A conservator can take advantage of a number of practical and valuable everyday uses for video microscopy in his or her laboratory. The application of digital video microscopy is not necessarily limited to a few conservation specialty groups but can be used whenever side-by-side visual comparison studies are needed. The following are several practical instances in which I have found digital video microscopy to be an important and valuable tool.


3.1 3.1 SPOT TESTING SOLUBLE PIGMENTS

Spot testing pigments is a routine examination activity that is performed by a paper conservator. Spot testing is conducted to determine a pigment's likely reaction to various reagents or liquids before an actual treatment is carried out. Once testing begins, it is always difficult to remember how a very small area, a few millimeters in diameter, truly appeared before testing. Therefore, trying to determine exactly how the pigment is being affected by the application of a reagent is sometimes problematic. The conservator has a powerful tool for this type of situation by using the side-by-side visual comparison capabilities of a digital video microscopy system.

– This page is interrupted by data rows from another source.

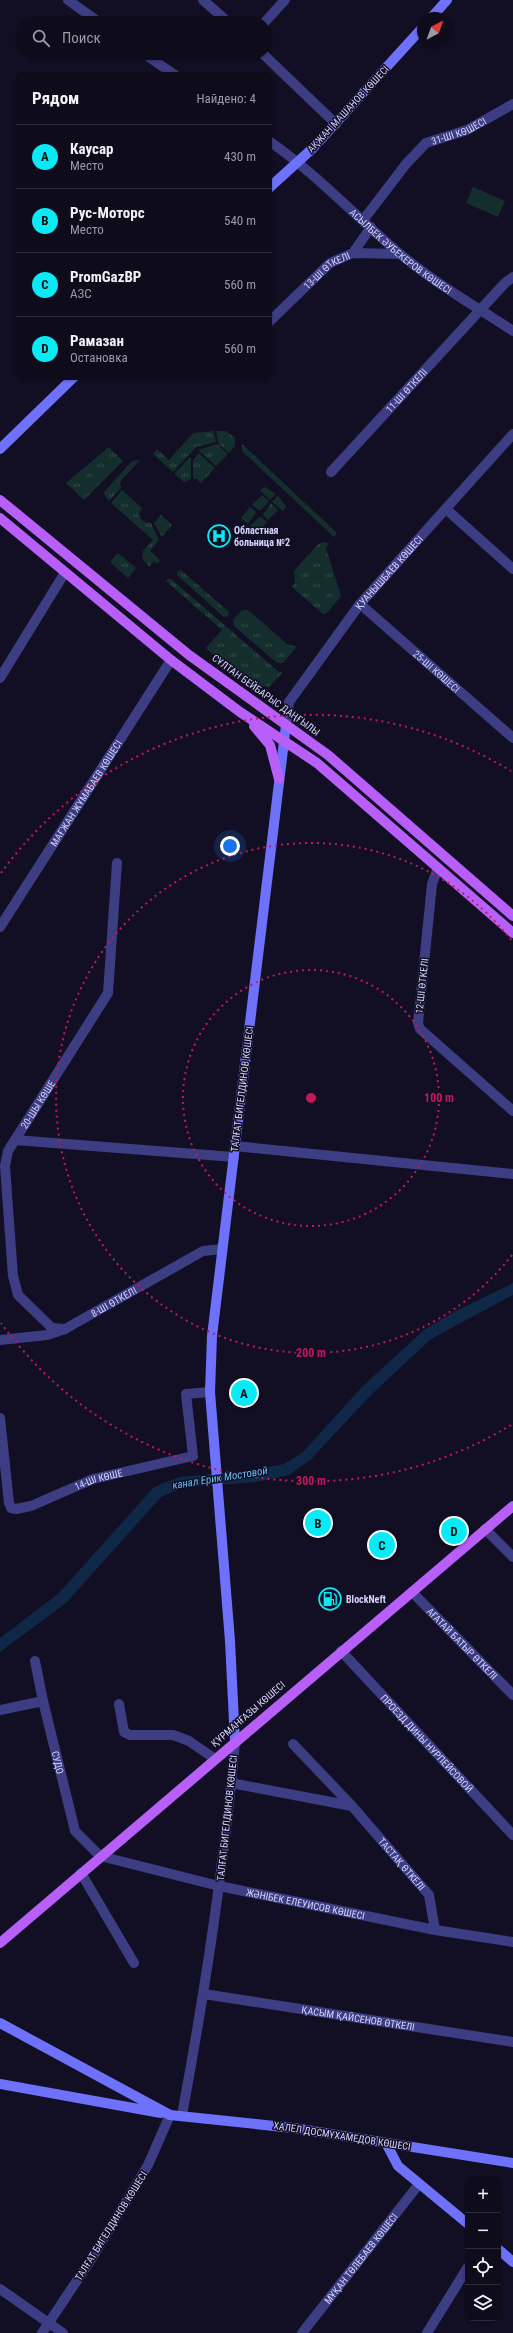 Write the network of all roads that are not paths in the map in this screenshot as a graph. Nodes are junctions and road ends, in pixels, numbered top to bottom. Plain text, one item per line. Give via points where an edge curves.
1 (68, 0) edge
2 (203, 0) edge
3 (285, 0) edge
4 (447, 0) edge
5 (436, 12) edge
6 (90, 16) edge
7 (221, 16) edge
8 (270, 16) edge
9 (417, 34) edge
10 (153, 60) edge
11 (269, 60) edge
12 (171, 72) edge
13 (513, 104) edge
14 (336, 124) junction
15 (272, 143) edge
16 (298, 161) junction
17 (272, 185) edge
18 (364, 219) junction
19 (372, 227) junction
20 (353, 253) junction
21 (400, 254) junction
22 (513, 277) edge
23 (482, 310) junction
24 (272, 319) edge
25 (513, 331) edge
26 (71, 380) edge
27 (513, 434) edge
28 (0, 449) edge
29 (331, 472) dead end
30 (0, 500) edge
31 (446, 509) junction
32 (0, 518) edge
33 (513, 569) edge
34 (64, 574) junction
35 (360, 604) junction
36 (171, 660) junction
37 (0, 678) edge
38 (240, 712) junction
39 (286, 724) junction
40 (513, 738) edge
41 (283, 740) junction
42 (279, 779) junction
43 (117, 863) dead end
44 (438, 868) junction
45 (513, 916) edge
46 (0, 927) edge
47 (513, 933) edge
48 (513, 1111) edge
49 (15, 1140) junction
50 (235, 1146) junction
51 (4, 1151) edge
52 (234, 1157) junction
53 (513, 1174) edge
54 (222, 1249) junction
55 (66, 1329) junction
56 (0, 1340) edge
57 (210, 1392) junction
58 (0, 1418) edge
59 (513, 1506) edge
60 (486, 1529) junction
61 (513, 1556) edge
62 (412, 1592) junction
63 (341, 1652) junction
64 (35, 1661) dead end
65 (513, 1695) edge
66 (43, 1701) junction
67 (119, 1704) dead end
68 (0, 1710) edge
69 (235, 1742) junction
70 (293, 1744) dead end
71 (214, 1759) junction
72 (231, 1783) junction
73 (352, 1806) junction
74 (513, 1835) edge
75 (100, 1856) junction
76 (80, 1873) junction
77 (219, 1886) junction
78 (435, 1930) junction
79 (0, 1942) edge
80 (513, 1942) edge
81 (134, 1963) dead end
82 (204, 1994) junction
83 (0, 2023) edge
84 (513, 2042) edge
85 (0, 2084) edge
86 (170, 2115) junction
87 (182, 2115) junction
88 (386, 2143) junction
89 (513, 2163) edge
90 (419, 2184) junction
91 (465, 2222) edge
92 (501, 2252) edge
93 (513, 2262) edge
94 (465, 2272) edge
95 (0, 2289) edge
96 (49, 2323) junction
97 (42, 2333) edge
98 (63, 2333) edge
99 (302, 2333) edge
100 (426, 2333) edge

1 - 6 street
2 - 7 street
3 - 8 street
4 - 5 street
9 - 14 street, АҚЖАН МАШАНОВ КӨШЕСІ
10 - 12 street
11 - 14 street
13 - 18 street, 31-ШІ КӨШЕСІ via 467,130 426,143 406,164
14 - 16 street, АҚЖАН МАШАНОВ КӨШЕСІ
15 - 16 street, АСЫЛБЕК ӘУБЕКЕРОВ КӨШЕСІ
16 - 17 street, АҚЖАН МАШАНОВ КӨШЕСІ
16 - 18 street, АСЫЛБЕК ӘУБЕКЕРОВ КӨШЕСІ
18 - 19 street, АСЫЛБЕК ӘУБЕКЕРОВ КӨШЕСІ
19 - 20 street
19 - 21 street, АСЫЛБЕК ӘУБЕКЕРОВ КӨШЕСІ
20 - 21 street, 13-ШІ ӨТКЕЛІ
20 - 24 street, 13-ШІ ӨТКЕЛІ via 330,263
21 - 23 street, АСЫЛБЕК ӘУБЕКЕРОВ КӨШЕСІ
22 - 23 street, 11-ШІ ӨТКЕЛІ
23 - 25 street, АСЫЛБЕК ӘУБЕКЕРОВ КӨШЕСІ
23 - 29 street, 11-ШІ ӨТКЕЛІ
26 - 28 street
27 - 31 street, ҚУАНЫШБАЕВ КӨШЕСІ
30 - 39 main road, СҰЛТАН БЕЙБАРЫС ДАҢҒЫЛЫ via 189,655
31 - 33 street
31 - 35 street, ҚУАНЫШБАЕВ КӨШЕСІ
32 - 34 main road
34 - 36 main road
34 - 37 street
35 - 39 street, ҚУАНЫШБАЕВ КӨШЕСІ via 289,702
35 - 40 street, 25-ШІ КӨШЕСІ
36 - 38 main road
36 - 46 street, МАҒЖАН ЖҰМАБАЕВ КӨШЕСІ
38 - 41 main road
38 - 42 main road via 270,745
39 - 41 street, ТАЛҒАТ БИГЕЛДИНОВ КӨШЕСІ
39 - 45 main road, СҰЛТАН БЕЙБАРЫС ДАҢҒЫЛЫ via 328,755
41 - 42 street, ТАЛҒАТ БИГЕЛДИНОВ КӨШЕСІ
41 - 44 main road via 317,763
42 - 50 street, ТАЛҒАТ БИГЕЛДИНОВ КӨШЕСІ
43 - 49 street, 20-ШЫ КӨШЕ via 108,993
44 - 47 main road
44 - 48 street, 12-ШІ ӨТКЕЛІ via 432,884 418,1023 420,1029
49 - 51 street, 20-ШЫ КӨШЕ
49 - 52 street
50 - 52 street, ТАЛҒАТ БИГЕЛДИНОВ КӨШЕСІ
50 - 53 street
51 - 55 street, 20-ШЫ КӨШЕ via 13,1276 18,1295 52,1328
52 - 54 street, ТАЛҒАТ БИГЕЛДИНОВ КӨШЕСІ
54 - 55 street, 8-ШІ ӨТКЕЛІ via 203,1251
54 - 57 street, ТАЛҒАТ БИГЕЛДИНОВ КӨШЕСІ via 212,1336
55 - 56 street, 8-ШІ ӨТКЕЛІ via 47,1335
57 - 58 street, 14-ШІ КӨШЕ via 186,1394 193,1456 93,1479 31,1506 16,1509 11,1508 9,1503
57 - 69 street, ТАЛҒАТ БИГЕЛДИНОВ КӨШЕСІ via 230,1641
59 - 60 main road, ҚҰРМАНҒАЗЫ КӨШЕСІ
60 - 61 street
60 - 62 main road, ҚҰРМАНҒАЗЫ КӨШЕСІ
62 - 63 main road, ҚҰРМАНҒАЗЫ КӨШЕСІ
62 - 65 street, АҒАТАЙ БАТЫР ӨТКЕЛІ
63 - 69 main road, ҚҰРМАНҒАЗЫ КӨШЕСІ
63 - 74 street, ПРОЕЗД ДИНЫ НУРПЕЙСОВОЙ
64 - 66 street, СУДО
66 - 68 street
66 - 75 street, СУДО via 75,1831
67 - 71 street via 124,1732 130,1735 173,1735 189,1741
69 - 71 main road, ҚҰРМАНҒАЗЫ КӨШЕСІ
69 - 72 street, ТАЛҒАТ БИГЕЛДИНОВ КӨШЕСІ
70 - 73 street, ТАСТАҚ ӨТКЕЛІ
71 - 75 main road, ҚҰРМАНҒАЗЫ КӨШЕСІ
72 - 73 street
72 - 77 street, ТАЛҒАТ БИГЕЛДИНОВ КӨШЕСІ
73 - 78 street, ТАСТАҚ ӨТКЕЛІ via 429,1896
75 - 76 main road, ҚҰРМАНҒАЗЫ КӨШЕСІ
75 - 77 street, ЖӘНІБЕК ЕЛЕУИСОВ КӨШЕСІ
76 - 79 main road, ҚҰРМАНҒАЗЫ КӨШЕСІ
76 - 81 street
77 - 78 street, ЖӘНІБЕК ЕЛЕУИСОВ КӨШЕСІ
77 - 82 street, ТАЛҒАТ БИГЕЛДИНОВ КӨШЕСІ
78 - 80 street, ЖӘНІБЕК ЕЛЕУИСОВ КӨШЕСІ
82 - 84 street, ҚАСЫМ ҚАЙСЕНОВ ӨТКЕЛІ
82 - 87 street, ТАЛҒАТ БИГЕЛДИНОВ КӨШЕСІ
83 - 86 street, ХАЛЕЛ ДОСМҰХАМЕДОВ КӨШЕСІ
85 - 86 street, ХАЛЕЛ ДОСМҰХАМЕДОВ КӨШЕСІ
86 - 87 street, ХАЛЕЛ ДОСМҰХАМЕДОВ КӨШЕСІ
86 - 96 street, ТАЛҒАТ БИГЕЛДИНОВ КӨШЕСІ via 148,2165
87 - 88 street, ХАЛЕЛ ДОСМҰХАМЕДОВ КӨШЕСІ via 293,2128
88 - 89 street, ХАЛЕЛ ДОСМҰХАМЕДОВ КӨШЕСІ
88 - 90 street via 398,2166
90 - 91 street
90 - 99 street, МҰҚАН ТӨЛЕБАЕВ КӨШЕСІ
92 - 93 street
94 - 100 street
95 - 96 street
96 - 97 street, ТАЛҒАТ БИГЕЛДИНОВ КӨШЕСІ
96 - 98 street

For example, a pen and ink wash by Felix Octavius Carr Darley (1822–1888) was brought to my attention by the Graphic Arts Collection curator (fig. 2). Darley worked as an illustrator in Philadelphia and New York City during the 1840s and 1850s (Groce and Wallace 1957). The drawing suffered from a nasty mat burn that obscured the drawing. An aqueous treatment was contemplated for the drawing to reduce the mat burn. The ink wash and paper support had to be spot tested before beginning any treatment to minimize the risk of ink loss and also to predict what sort of aqueous solution would be effective in reducing the staining.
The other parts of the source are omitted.